8.2.3 Unfounded arsons
This variable shows the number of arsons reports that the police determined to not actually be arsons. For example, if a house burns down and police think it was arson but later determine that it was an accident, it would be an unfounded arson. Whether an arson is unfounded is based only on the police’s determination about that event, not the decision of other groups like a court or the conviction of someone for the crime. However, this doesn’t mean that the officer makes that decision in a vacuum as they can use evidence such as the findings from firefighters for if the fire was an arson.
8.2.4 Reported arsons
This variable is the sum of actual arsons and unfounded arsons - it is the total number of arsons that were reported or known to the police, even if a later investigation found that it was not actually an arson.
8.2.5 Cleared arsons
This shows the number of arsons where at least one offender is arrested or when an arrest cannot be made for some reason, but the police know who the offender is - the latter option is called “exceptional clearances” or “clearances by exceptional means.” There is no way to tell if a clearance is due to an arrest or due to exceptional means.64
Please note that this data is at the incident-level which means that having multiple people arrested for an incident still only is a clearance for that single incident. If there are multiple people who committed the arson only one needs to be arrested or exceptionally cleared for the incident to be cleared.
Clearances are reported in the month they occur, which may be different than the month when the arson happened. This can create the illusion that more crimes are solved than were reported in certain time periods. Figure 8.2, for example, shows the number of actual arsons (reports that are founded) and clearances for single-family home arsons in League City, Texas, a city of about 100,000 outside of Houston. In most years there were fewer clearances than arsons, but in four years (1982, 1981, 1992, and 2007) there were more clearances than arsons.
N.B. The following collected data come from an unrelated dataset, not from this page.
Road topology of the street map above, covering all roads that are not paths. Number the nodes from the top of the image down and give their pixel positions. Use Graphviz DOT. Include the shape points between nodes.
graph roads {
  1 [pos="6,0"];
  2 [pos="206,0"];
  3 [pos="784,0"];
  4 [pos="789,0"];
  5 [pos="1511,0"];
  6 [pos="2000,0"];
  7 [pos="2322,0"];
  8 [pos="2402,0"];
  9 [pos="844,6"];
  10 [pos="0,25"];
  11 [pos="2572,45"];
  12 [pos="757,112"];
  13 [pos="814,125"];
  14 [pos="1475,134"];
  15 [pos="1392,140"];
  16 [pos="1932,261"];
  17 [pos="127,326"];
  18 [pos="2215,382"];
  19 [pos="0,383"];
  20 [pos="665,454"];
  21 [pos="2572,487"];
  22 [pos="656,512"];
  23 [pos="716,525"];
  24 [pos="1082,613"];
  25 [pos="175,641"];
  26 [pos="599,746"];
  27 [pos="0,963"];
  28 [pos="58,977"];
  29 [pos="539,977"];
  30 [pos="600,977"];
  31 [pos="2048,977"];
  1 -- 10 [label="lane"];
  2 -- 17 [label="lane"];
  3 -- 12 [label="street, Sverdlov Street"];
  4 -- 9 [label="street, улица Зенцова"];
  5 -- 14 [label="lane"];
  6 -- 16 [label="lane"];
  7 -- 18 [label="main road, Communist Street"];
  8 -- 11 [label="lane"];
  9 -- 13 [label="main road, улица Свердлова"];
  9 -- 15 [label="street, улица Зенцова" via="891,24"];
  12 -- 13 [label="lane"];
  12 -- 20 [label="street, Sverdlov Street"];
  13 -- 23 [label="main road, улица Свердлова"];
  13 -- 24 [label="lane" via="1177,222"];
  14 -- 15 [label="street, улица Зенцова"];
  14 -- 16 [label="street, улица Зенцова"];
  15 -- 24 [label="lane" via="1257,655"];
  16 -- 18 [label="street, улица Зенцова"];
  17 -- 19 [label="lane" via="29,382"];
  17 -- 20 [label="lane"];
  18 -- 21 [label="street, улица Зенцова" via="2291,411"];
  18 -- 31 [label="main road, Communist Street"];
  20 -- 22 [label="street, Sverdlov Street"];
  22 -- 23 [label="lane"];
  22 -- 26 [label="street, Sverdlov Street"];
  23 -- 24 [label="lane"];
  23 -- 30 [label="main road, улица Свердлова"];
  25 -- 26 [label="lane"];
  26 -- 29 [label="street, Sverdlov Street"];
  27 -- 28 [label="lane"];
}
8.2.6 Cleared for arsons where all offenders are under age 18
This variable is the same for normal clearances but only for arsons where every offender is under the age of 18. For juvenile offenders, a clearance can still occur if the juvenile is issued a citation to appear in court, even if they are not formally arrested and taken into custody. As this variable requires that the police know the identity of every offender (to be able to determine that they are all under 18), it is likely flawed and merits caution when using.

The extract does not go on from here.